Data supplied:
---------------
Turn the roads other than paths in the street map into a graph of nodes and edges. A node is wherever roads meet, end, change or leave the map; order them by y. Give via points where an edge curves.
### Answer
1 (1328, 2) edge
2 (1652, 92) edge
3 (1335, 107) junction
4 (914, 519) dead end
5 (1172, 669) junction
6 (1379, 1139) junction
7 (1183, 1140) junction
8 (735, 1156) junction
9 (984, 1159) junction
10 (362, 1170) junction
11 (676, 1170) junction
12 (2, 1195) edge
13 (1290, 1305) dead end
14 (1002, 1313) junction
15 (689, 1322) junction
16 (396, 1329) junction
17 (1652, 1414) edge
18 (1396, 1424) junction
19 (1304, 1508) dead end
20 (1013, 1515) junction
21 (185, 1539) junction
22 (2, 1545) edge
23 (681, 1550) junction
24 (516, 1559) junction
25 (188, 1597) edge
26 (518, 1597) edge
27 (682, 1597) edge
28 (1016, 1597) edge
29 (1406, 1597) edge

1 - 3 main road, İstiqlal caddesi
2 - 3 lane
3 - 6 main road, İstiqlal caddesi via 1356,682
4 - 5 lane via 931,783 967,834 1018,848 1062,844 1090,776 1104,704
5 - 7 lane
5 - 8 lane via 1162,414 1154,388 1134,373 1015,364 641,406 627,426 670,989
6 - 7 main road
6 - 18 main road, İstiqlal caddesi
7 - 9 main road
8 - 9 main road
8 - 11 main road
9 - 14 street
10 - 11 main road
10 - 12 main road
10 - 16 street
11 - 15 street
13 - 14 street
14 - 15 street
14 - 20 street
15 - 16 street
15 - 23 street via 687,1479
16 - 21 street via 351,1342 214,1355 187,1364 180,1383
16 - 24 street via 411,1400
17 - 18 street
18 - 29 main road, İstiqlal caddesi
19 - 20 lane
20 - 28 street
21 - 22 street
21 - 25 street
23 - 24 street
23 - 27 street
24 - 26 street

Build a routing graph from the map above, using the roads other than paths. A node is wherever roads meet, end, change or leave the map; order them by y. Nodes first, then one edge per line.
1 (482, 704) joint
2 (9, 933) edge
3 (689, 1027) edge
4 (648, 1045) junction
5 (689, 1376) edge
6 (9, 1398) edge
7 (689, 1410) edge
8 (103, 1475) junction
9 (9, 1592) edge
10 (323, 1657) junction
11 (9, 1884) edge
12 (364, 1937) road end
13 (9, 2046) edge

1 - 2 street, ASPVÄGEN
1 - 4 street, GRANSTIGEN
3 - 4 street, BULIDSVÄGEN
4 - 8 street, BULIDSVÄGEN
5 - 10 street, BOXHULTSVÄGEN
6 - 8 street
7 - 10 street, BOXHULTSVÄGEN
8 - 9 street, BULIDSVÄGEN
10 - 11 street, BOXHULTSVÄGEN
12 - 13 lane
---------------
What to do:
The answer should repeat every line of the listing exactly.

Your solution:
Turn the roads other than paths in the street map into a graph of nodes and edges. A node is wherever roads meet, end, change or leave the map; order them by y. Give via points where an edge curves.
### Answer
1 (1328, 2) edge
2 (1652, 92) edge
3 (1335, 107) junction
4 (914, 519) dead end
5 (1172, 669) junction
6 (1379, 1139) junction
7 (1183, 1140) junction
8 (735, 1156) junction
9 (984, 1159) junction
10 (362, 1170) junction
11 (676, 1170) junction
12 (2, 1195) edge
13 (1290, 1305) dead end
14 (1002, 1313) junction
15 (689, 1322) junction
16 (396, 1329) junction
17 (1652, 1414) edge
18 (1396, 1424) junction
19 (1304, 1508) dead end
20 (1013, 1515) junction
21 (185, 1539) junction
22 (2, 1545) edge
23 (681, 1550) junction
24 (516, 1559) junction
25 (188, 1597) edge
26 (518, 1597) edge
27 (682, 1597) edge
28 (1016, 1597) edge
29 (1406, 1597) edge

1 - 3 main road, İstiqlal caddesi
2 - 3 lane
3 - 6 main road, İstiqlal caddesi via 1356,682
4 - 5 lane via 931,783 967,834 1018,848 1062,844 1090,776 1104,704
5 - 7 lane
5 - 8 lane via 1162,414 1154,388 1134,373 1015,364 641,406 627,426 670,989
6 - 7 main road
6 - 18 main road, İstiqlal caddesi
7 - 9 main road
8 - 9 main road
8 - 11 main road
9 - 14 street
10 - 11 main road
10 - 12 main road
10 - 16 street
11 - 15 street
13 - 14 street
14 - 15 street
14 - 20 street
15 - 16 street
15 - 23 street via 687,1479
16 - 21 street via 351,1342 214,1355 187,1364 180,1383
16 - 24 street via 411,1400
17 - 18 street
18 - 29 main road, İstiqlal caddesi
19 - 20 lane
20 - 28 street
21 - 22 street
21 - 25 street
23 - 24 street
23 - 27 street
24 - 26 street

Build a routing graph from the map above, using the roads other than paths. A node is wherever roads meet, end, change or leave the map; order them by y. Nodes first, then one edge per line.
1 (482, 704) joint
2 (9, 933) edge
3 (689, 1027) edge
4 (648, 1045) junction
5 (689, 1376) edge
6 (9, 1398) edge
7 (689, 1410) edge
8 (103, 1475) junction
9 (9, 1592) edge
10 (323, 1657) junction
11 (9, 1884) edge
12 (364, 1937) road end
13 (9, 2046) edge

1 - 2 street, ASPVÄGEN
1 - 4 street, GRANSTIGEN
3 - 4 street, BULIDSVÄGEN
4 - 8 street, BULIDSVÄGEN
5 - 10 street, BOXHULTSVÄGEN
6 - 8 street
7 - 10 street, BOXHULTSVÄGEN
8 - 9 street, BULIDSVÄGEN
10 - 11 street, BOXHULTSVÄGEN
12 - 13 lane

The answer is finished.